Procédure devant la Cour :
Par une requête enregistrée le 22 janvier 2018, M.B..., représenté par MeC..., demande à la Cour :
1°) d'annuler le jugement n° 1705467 en date du 27 juillet 2017 du Tribunal administratif de Paris ;
2°) d'annuler, pour excès de pouvoir, l'arrêté en date du 20 janvier 2017 du préfet de police ;
3°) d'enjoindre au préfet de police de lui délivrer une carte de séjour temporaire portant la mention " vie privée et familiale " dans un délai d'un mois à compter de la notification de l'arrêt à intervenir sous astreinte de 150 euros par jour de retard, ou à titre subsidiaire de réexaminer sa situation administrative et de lui délivrer durant cet examen une autorisation provisoire de séjour, dans les mêmes conditions de délai et d'astreinte ;
4°) de mettre à la charge de l'État une somme de 1 500 euros à verser à son conseil sur le fondement de l'article L. 761-1 du code de justice administrative et de l'article 37 de la loi du 10 juillet 1991 relative à l'aide juridique, sous réserve de renonciation à la part contributive de l'État.
Il soutient que :
S'agissant de la décision portant refus de séjour :
- elle est insuffisamment motivée ;
- elle n'a pas été précédée d'un examen particulier de sa situation personnelle ;
- elle méconnaît les stipulations de l'article 8 de la convention européenne de sauvegarde des droits de l'homme et des libertés fondamentales ;
- elle a été prise en méconnaissance de l'article 3, paragraphe 1 de la convention internationale relative aux droits de l'enfant ;
- elle est entachée d'une erreur manifeste d'appréciation.

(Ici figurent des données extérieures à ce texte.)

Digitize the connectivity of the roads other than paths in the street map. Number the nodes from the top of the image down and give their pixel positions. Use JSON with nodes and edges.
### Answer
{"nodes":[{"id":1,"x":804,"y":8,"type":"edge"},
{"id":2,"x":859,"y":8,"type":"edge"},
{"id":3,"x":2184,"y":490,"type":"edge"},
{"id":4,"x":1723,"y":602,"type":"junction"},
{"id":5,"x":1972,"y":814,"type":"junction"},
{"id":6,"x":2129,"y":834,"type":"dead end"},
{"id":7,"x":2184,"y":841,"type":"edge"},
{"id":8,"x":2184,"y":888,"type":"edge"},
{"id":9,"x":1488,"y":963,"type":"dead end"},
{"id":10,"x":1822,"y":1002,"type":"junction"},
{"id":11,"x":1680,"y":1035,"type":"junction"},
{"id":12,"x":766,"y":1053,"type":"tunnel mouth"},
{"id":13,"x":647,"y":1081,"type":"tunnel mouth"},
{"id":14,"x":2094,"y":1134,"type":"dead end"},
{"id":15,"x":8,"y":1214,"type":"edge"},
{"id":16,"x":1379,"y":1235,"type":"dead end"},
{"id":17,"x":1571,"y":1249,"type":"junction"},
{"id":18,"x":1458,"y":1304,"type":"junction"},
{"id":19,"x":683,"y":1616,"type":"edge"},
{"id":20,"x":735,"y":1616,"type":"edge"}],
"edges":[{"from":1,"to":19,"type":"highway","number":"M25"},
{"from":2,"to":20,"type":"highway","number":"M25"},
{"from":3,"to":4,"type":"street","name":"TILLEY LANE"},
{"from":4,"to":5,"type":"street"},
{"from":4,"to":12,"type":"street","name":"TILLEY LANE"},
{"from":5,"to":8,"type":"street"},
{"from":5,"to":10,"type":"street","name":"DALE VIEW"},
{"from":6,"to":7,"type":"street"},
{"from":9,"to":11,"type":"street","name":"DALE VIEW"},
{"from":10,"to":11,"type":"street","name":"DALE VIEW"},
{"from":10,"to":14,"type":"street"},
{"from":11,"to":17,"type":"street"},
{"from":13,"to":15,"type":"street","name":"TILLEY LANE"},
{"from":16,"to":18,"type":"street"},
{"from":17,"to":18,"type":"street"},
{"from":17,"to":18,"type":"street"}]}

S'agissant de la décision portant obligation de quitter le territoire français :
- elle est illégale par voie d'exception d'illégalité de la décision portant refus de séjour ;
- elle méconnaît les stipulations de l'article 8 de la convention européenne de sauvegarde des droits de l'homme et des libertés fondamentales ;
- elle a été prise en méconnaissance des articles 2 et 3 de la convention européenne de sauvegarde des droits de l'homme et des libertés fondamentales ;
- elle est entachée d'une erreur manifeste d'appréciation.
S'agissant de la décision fixant le pays de destination :
- elle est insuffisamment motivée ;
- elle méconnaît les stipulations de l'article 3 de la convention européenne de sauvegarde des droits de l'homme et des libertés fondamentales.

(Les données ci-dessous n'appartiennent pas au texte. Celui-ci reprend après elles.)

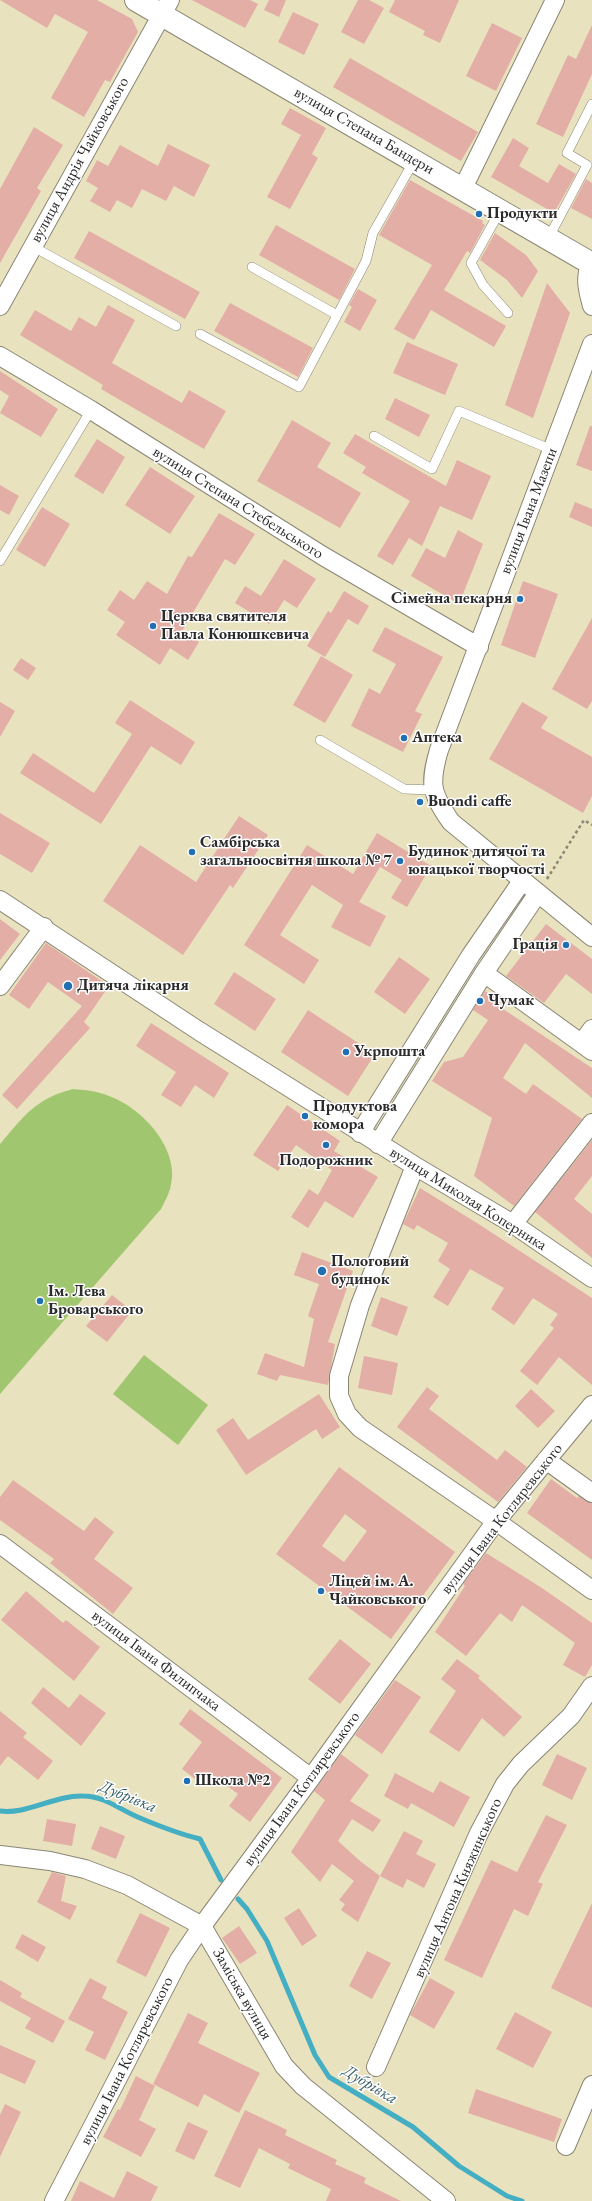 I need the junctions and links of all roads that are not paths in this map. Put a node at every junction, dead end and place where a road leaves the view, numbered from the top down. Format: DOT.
graph roads {
  1 [pos="136,0"];
  2 [pos="555,0"];
  3 [pos="166,7"];
  4 [pos="592,104"];
  5 [pos="414,160"];
  6 [pos="463,188"];
  7 [pos="501,210"];
  8 [pos="548,238"];
  9 [pos="32,246"];
  10 [pos="591,263"];
  11 [pos="252,267"];
  12 [pos="0,306"];
  13 [pos="592,306"];
  14 [pos="508,312"];
  15 [pos="337,315"];
  16 [pos="176,326"];
  17 [pos="200,334"];
  18 [pos="592,344"];
  19 [pos="0,356"];
  20 [pos="91,410"];
  21 [pos="374,436"];
  22 [pos="552,450"];
  23 [pos="0,561"];
  24 [pos="479,646"];
  25 [pos="320,740"];
  26 [pos="433,790"];
  27 [pos="522,881"];
  28 [pos="538,893"];
  29 [pos="0,900"];
  30 [pos="44,927"];
  31 [pos="592,937"];
  32 [pos="484,973"];
  33 [pos="0,986"];
  34 [pos="589,1041"];
  35 [pos="592,1123"];
  36 [pos="360,1133"];
  37 [pos="378,1144"];
  38 [pos="415,1166"];
  39 [pos="513,1224"];
  40 [pos="592,1278"];
  41 [pos="592,1405"];
  42 [pos="546,1460"];
  43 [pos="592,1493"];
  44 [pos="496,1521"];
  45 [pos="0,1544"];
  46 [pos="592,1590"];
  47 [pos="592,1686"];
  48 [pos="312,1778"];
  49 [pos="0,1855"];
  50 [pos="202,1926"];
  51 [pos="376,2067"];
  52 [pos="592,2085"];
  53 [pos="566,2146"];
  54 [pos="54,2201"];
  55 [pos="446,2201"];
  1 -- 3 [label="main road, вулиця Степана Бандери"];
  2 -- 6 [label="street"];
  3 -- 5 [label="main road, вулиця Степана Бандери"];
  3 -- 9 [label="street, вулиця Андрія Чайковського"];
  4 -- 8 [label="lane"];
  5 -- 6 [label="main road, вулиця Степана Бандери"];
  5 -- 15 [label="lane"];
  6 -- 7 [label="main road, вулиця Степана Бандери"];
  7 -- 8 [label="main road, вулиця Степана Бандери"];
  7 -- 14 [label="lane"];
  8 -- 10 [label="main road, вулиця Степана Бандери"];
  9 -- 12 [label="street, вулиця Андрія Чайковського"];
  9 -- 16 [label="lane"];
  10 -- 13 [label="street"];
  11 -- 15 [label="lane"];
  15 -- 17 [label="lane"];
  18 -- 22 [label="street, вулиця Івана Мазепи"];
  19 -- 20 [label="street, вулиця Степана Стебельського"];
  20 -- 23 [label="lane"];
  20 -- 24 [label="street, вулиця Степана Стебельського"];
  21 -- 22 [label="lane"];
  22 -- 24 [label="street, вулиця Івана Мазепи"];
  24 -- 26 [label="street, вулиця Івана Мазепи"];
  25 -- 26 [label="lane"];
  26 -- 27 [label="street, вулиця Івана Мазепи"];
  27 -- 28 [label="street, вулиця Івана Мазепи"];
  27 -- 36 [label="street"];
  28 -- 31 [label="street, вулиця Івана Мазепи"];
  28 -- 32 [label="street"];
  29 -- 30 [label="street, вулиця Миколая Коперника"];
  30 -- 33 [label="street"];
  30 -- 36 [label="street, вулиця Миколая Коперника"];
  32 -- 34 [label="street"];
  32 -- 37 [label="street"];
  35 -- 39 [label="street"];
  36 -- 37 [label="street, вулиця Миколая Коперника"];
  37 -- 38 [label="street, вулиця Миколая Коперника"];
  38 -- 39 [label="street, вулиця Миколая Коперника"];
  38 -- 44 [label="street"];
  39 -- 40 [label="street, вулиця Миколая Коперника"];
  41 -- 42 [label="street, вулиця Івана Котляревського"];
  42 -- 43 [label="street"];
  42 -- 44 [label="street, вулиця Івана Котляревського"];
  44 -- 46 [label="street"];
  44 -- 48 [label="street, вулиця Івана Котляревського"];
  45 -- 48 [label="street, вулиця Івана Филипчака"];
  47 -- 51 [label="street, вулиця Антона Княжинського"];
  48 -- 50 [label="street, вулиця Івана Котляревського"];
  49 -- 50 [label="street"];
  50 -- 54 [label="street, вулиця Івана Котляревського"];
  50 -- 55 [label="street, Заміська вулиця"];
  52 -- 53 [label="street"];
}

La requête de M. B...a été communiquée au préfet de police qui n'a pas présenté de mémoire en défense.
M. B...a été admis au bénéfice de l'aide juridictionnelle totale par une décision du bureau d'aide juridictionnelle près le Tribunal de grande instance de Paris du 24 novembre 2017.
Vu les autres pièces du dossier.
Vu :
- la convention internationale relative aux droits de l'enfant, signée à New-York le 26 janvier 1990 ;
- la convention européenne de sauvegarde des droits de l'homme et des libertés fondamentales ;
- le code de l'entrée et du séjour des étrangers et du droit d'asile ;
- le code des relations entre le public et l'administration ;
- la loi n° 91-647 du 10 juillet 1991 relative à l'aide juridique ;
- le code de justice administrative.
Le président de la formation de jugement a dispensé le rapporteur public, sur sa proposition, de prononcer des conclusions à l'audience.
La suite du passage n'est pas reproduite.